I cannot find a way to do this from kegg mapper, I think I need a script to do this.
From the KEGGREST package of Bioconductor it seams possible but low efficient.
You don't say what kind of gene IDs you have. If you have, or can convert to KEGG gene IDs (such as eco:b0002), genes -> pathways is easy using the TogoWS REST service.
curl http://togows.dbcls.jp/entry/genes/eco:b0002/pathways.json
[
{
"eco00260": "Glycine, serine and threonine metabolism",
"eco00270": "Cysteine and methionine metabolism",
"eco00300": "Lysine biosynthesis",
"eco01100": "Metabolic pathways",
"eco01110": "Biosynthesis of secondary metabolites",
"eco01120": "Microbial metabolism in diverse environments",
"eco01230": "Biosynthesis of amino acids"
}
]
I tried this, and it seams super for a short list of genes, isn't it? But I have a list of near 1000 genes, does there anyway to do this in a "large scale"? Thanks again.

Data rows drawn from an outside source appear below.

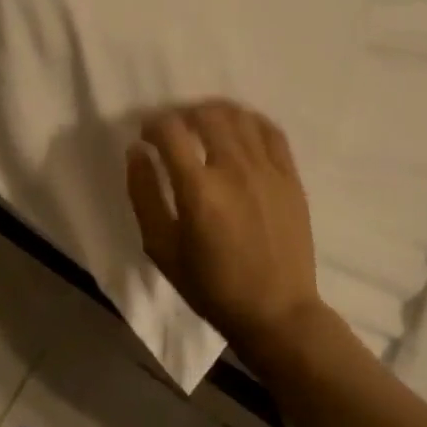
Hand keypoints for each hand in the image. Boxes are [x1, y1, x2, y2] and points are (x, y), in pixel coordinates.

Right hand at [126, 101, 329, 354]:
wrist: (277, 313)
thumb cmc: (211, 286)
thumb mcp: (161, 248)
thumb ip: (143, 193)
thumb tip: (136, 150)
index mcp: (199, 190)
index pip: (170, 130)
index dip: (152, 124)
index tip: (146, 136)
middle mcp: (234, 170)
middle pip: (205, 114)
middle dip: (182, 114)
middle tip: (174, 130)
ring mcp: (267, 171)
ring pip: (238, 116)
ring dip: (214, 113)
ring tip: (203, 127)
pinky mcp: (290, 177)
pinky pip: (270, 131)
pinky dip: (249, 121)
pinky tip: (238, 131)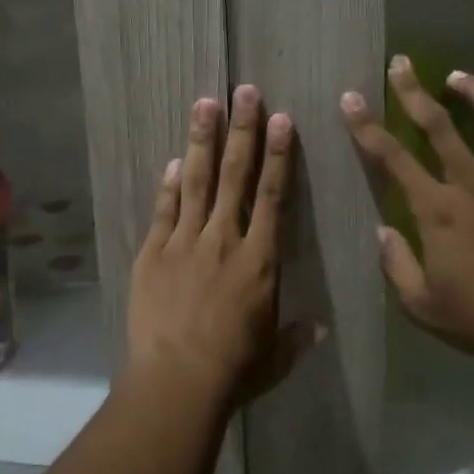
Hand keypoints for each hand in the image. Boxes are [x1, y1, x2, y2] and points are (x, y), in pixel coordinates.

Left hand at [128, 86, 303, 405]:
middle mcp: (224, 240)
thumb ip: (297, 338)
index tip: (282, 119)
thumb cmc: (234, 370)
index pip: (273, 196)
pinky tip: (172, 160)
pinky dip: (168, 185)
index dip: (279, 155)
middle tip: (244, 92)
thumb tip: (320, 329)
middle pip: (235, 175)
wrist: (176, 381)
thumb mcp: (275, 358)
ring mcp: (184, 243)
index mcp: (260, 260)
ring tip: (205, 103)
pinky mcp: (152, 254)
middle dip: (242, 130)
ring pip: (196, 181)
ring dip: (202, 141)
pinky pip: (163, 211)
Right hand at [341, 55, 473, 373]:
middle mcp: (473, 186)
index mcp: (437, 210)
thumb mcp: (422, 306)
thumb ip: (396, 264)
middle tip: (401, 63)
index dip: (367, 125)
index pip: (392, 158)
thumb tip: (383, 231)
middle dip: (414, 91)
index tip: (351, 97)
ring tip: (462, 77)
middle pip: (440, 125)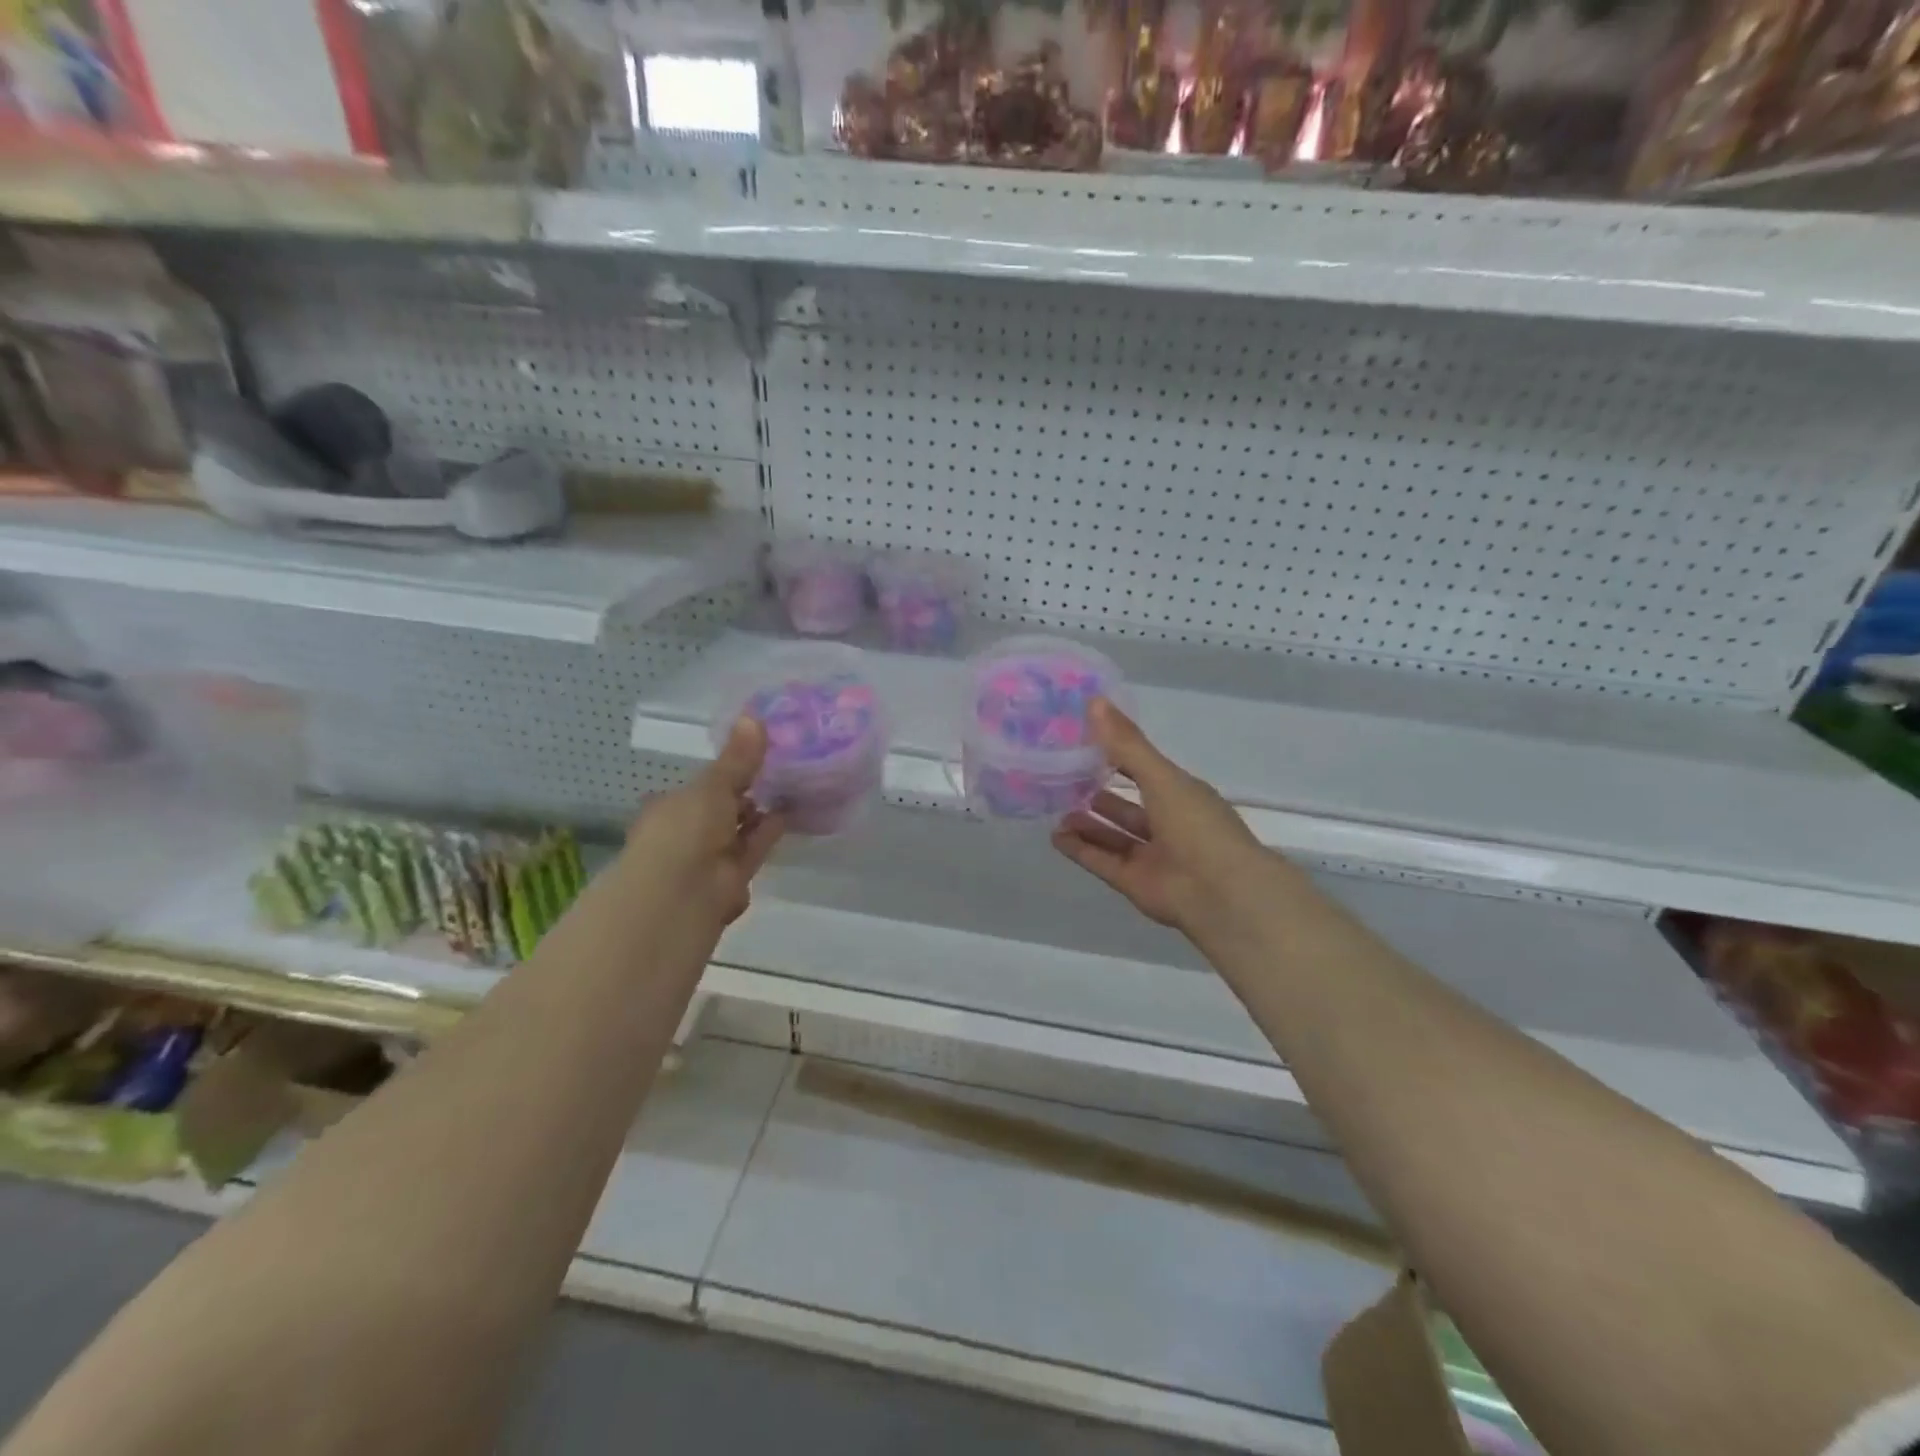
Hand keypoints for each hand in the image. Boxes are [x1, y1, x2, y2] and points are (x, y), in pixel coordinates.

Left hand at [619, 718, 785, 933]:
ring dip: (760, 817)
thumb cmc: (685, 830)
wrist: (680, 895)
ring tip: (793, 789)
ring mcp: (706, 860)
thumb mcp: (713, 786)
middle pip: (721, 811)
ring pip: (738, 833)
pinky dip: (768, 836)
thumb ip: (738, 758)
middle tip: (780, 771)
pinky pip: (752, 852)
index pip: (700, 787)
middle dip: (746, 797)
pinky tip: (791, 816)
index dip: (724, 774)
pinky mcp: (730, 882)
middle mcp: (686, 833)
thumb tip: (754, 715)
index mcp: (671, 807)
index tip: (755, 756)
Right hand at [1052, 699, 1272, 934]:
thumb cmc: (1197, 825)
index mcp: (1180, 795)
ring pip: (1112, 835)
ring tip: (1053, 808)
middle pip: (1126, 806)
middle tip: (1060, 778)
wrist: (1220, 893)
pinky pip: (1102, 862)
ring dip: (1086, 823)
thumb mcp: (1161, 777)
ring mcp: (1151, 855)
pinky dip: (1081, 850)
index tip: (1082, 742)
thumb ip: (1126, 744)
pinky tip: (1055, 836)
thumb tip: (1094, 701)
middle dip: (1097, 793)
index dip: (1116, 756)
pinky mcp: (1134, 883)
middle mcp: (1167, 824)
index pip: (1143, 770)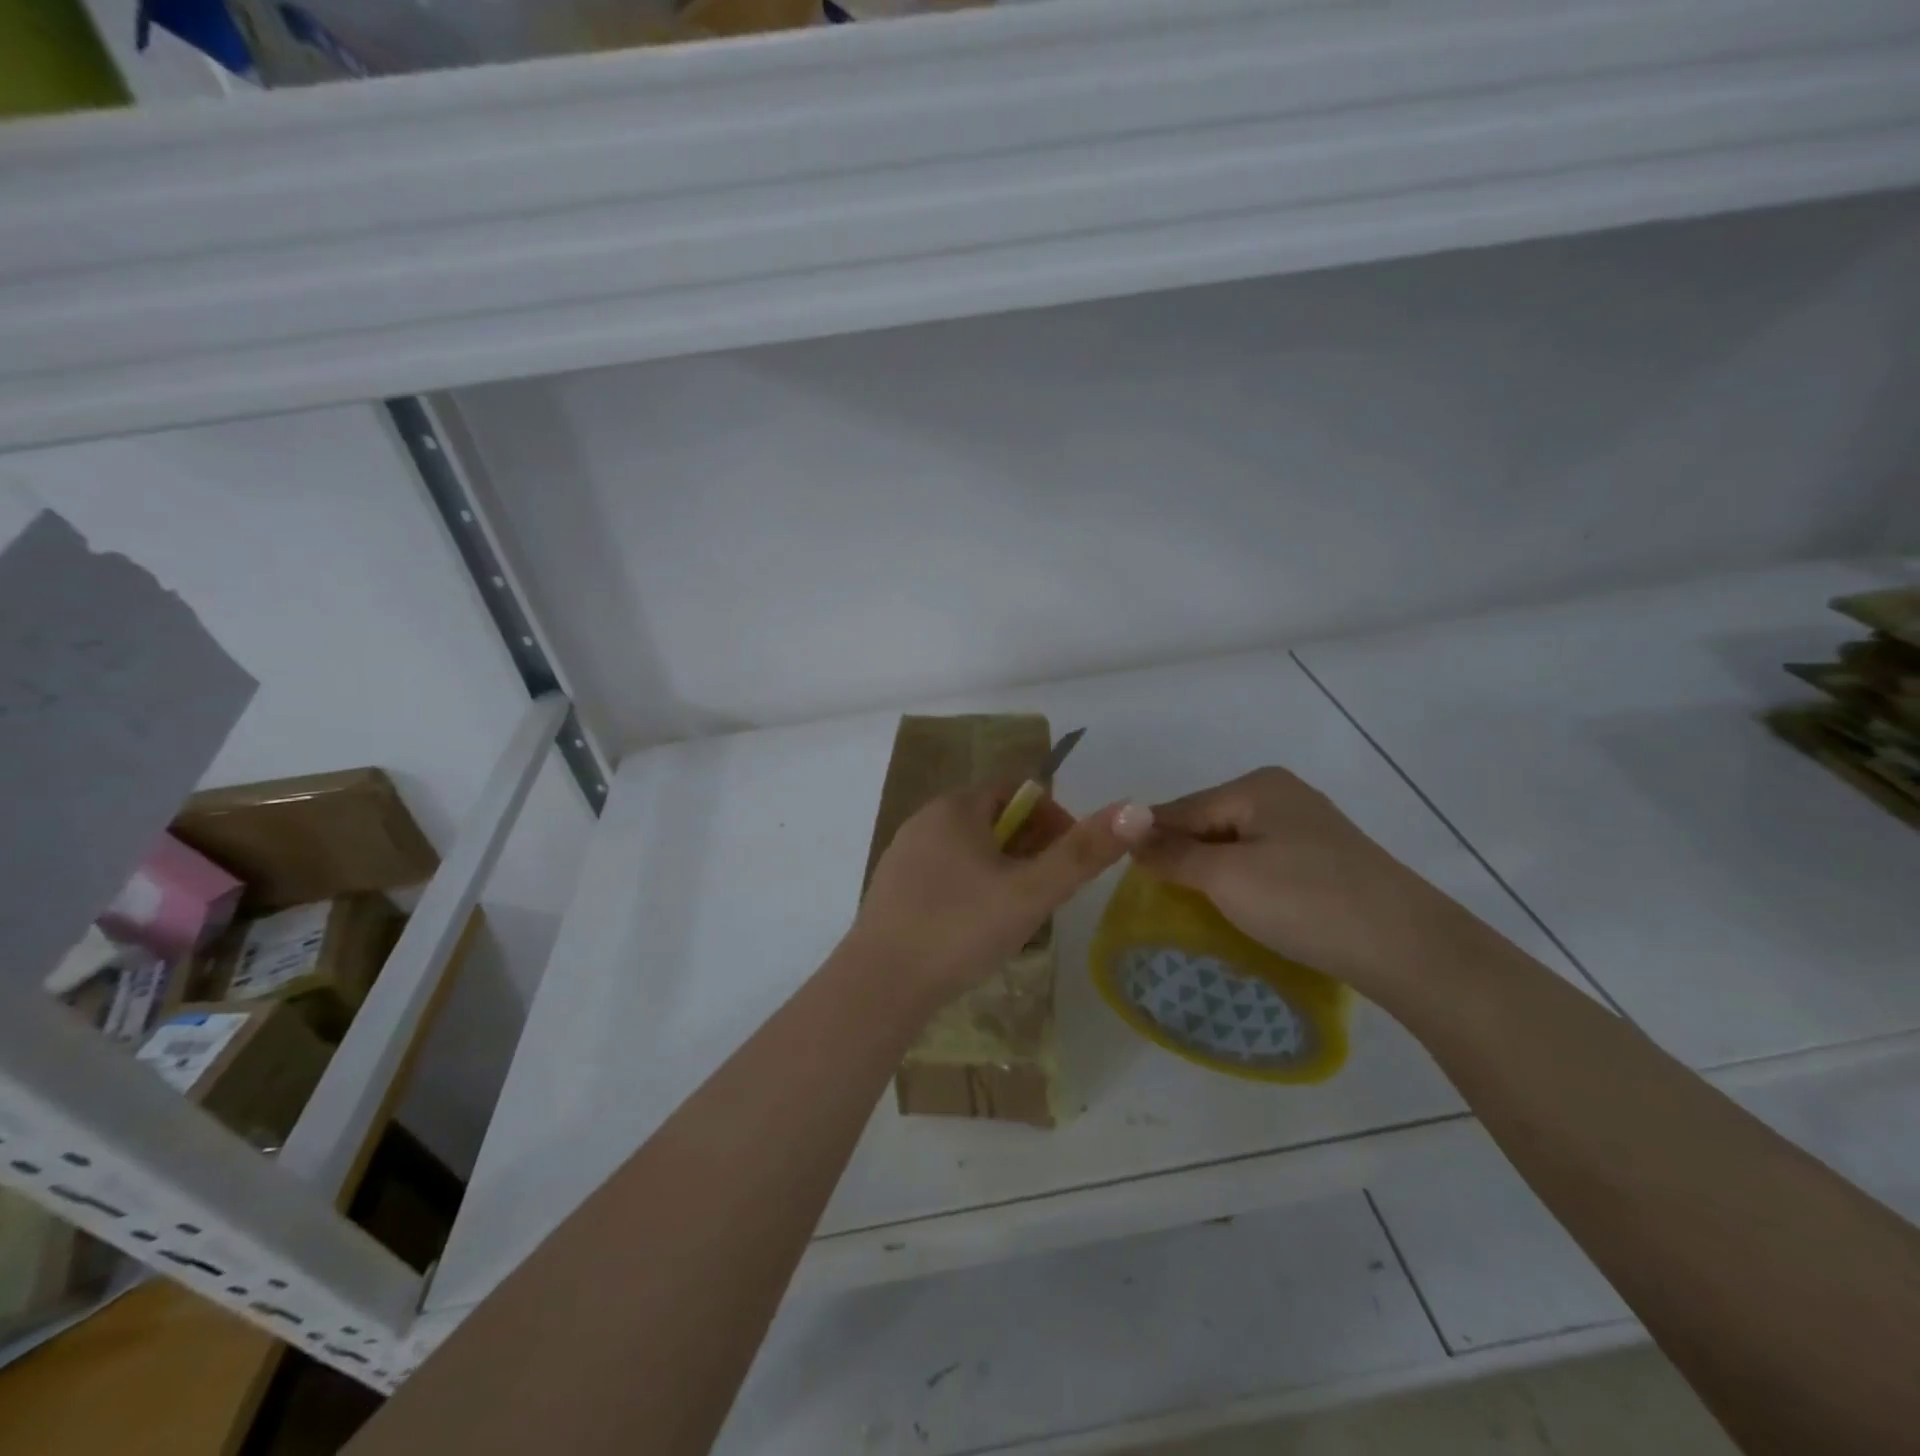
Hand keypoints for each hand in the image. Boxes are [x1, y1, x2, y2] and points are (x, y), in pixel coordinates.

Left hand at [851, 786, 1154, 1005]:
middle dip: (1029, 847)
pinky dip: (970, 887)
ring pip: (969, 848)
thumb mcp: (1032, 892)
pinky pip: (944, 872)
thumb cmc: (961, 928)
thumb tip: (1138, 809)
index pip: (1018, 791)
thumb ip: (1084, 852)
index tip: (1070, 861)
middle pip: (993, 818)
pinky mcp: (891, 886)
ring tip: (1018, 913)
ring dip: (1001, 869)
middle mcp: (925, 818)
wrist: (880, 984)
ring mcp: (903, 853)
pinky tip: (975, 927)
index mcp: (957, 806)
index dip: (1054, 819)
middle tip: (1049, 892)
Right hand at [1130, 768, 1469, 998]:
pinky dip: (1242, 881)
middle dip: (1181, 856)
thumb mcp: (1226, 878)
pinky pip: (1263, 861)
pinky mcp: (1325, 858)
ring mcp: (1308, 826)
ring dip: (1210, 872)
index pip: (1181, 808)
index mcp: (1256, 786)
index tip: (1121, 873)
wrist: (1408, 948)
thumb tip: (1127, 833)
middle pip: (1208, 822)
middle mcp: (1282, 794)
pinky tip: (1240, 907)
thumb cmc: (1305, 902)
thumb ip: (1172, 854)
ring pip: (1235, 844)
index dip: (1149, 840)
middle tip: (1158, 898)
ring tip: (1193, 908)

Here's a cleaner version that assumes you've cleaned up the header and footer from the REST output.
Also, hopefully, this example is expressive enough so you can tweak it for future use.
import sys
#
# Handle i/o filenames
#
input_fname = sys.argv[1]
output_fname = sys.argv[2]
#
# Process data
#
data_dict = {}
for line in file(input_fname):
line = line.strip()
spl = map(lambda x: x.strip(), line.split() ) # Default split by space, clean extra whitespace(s)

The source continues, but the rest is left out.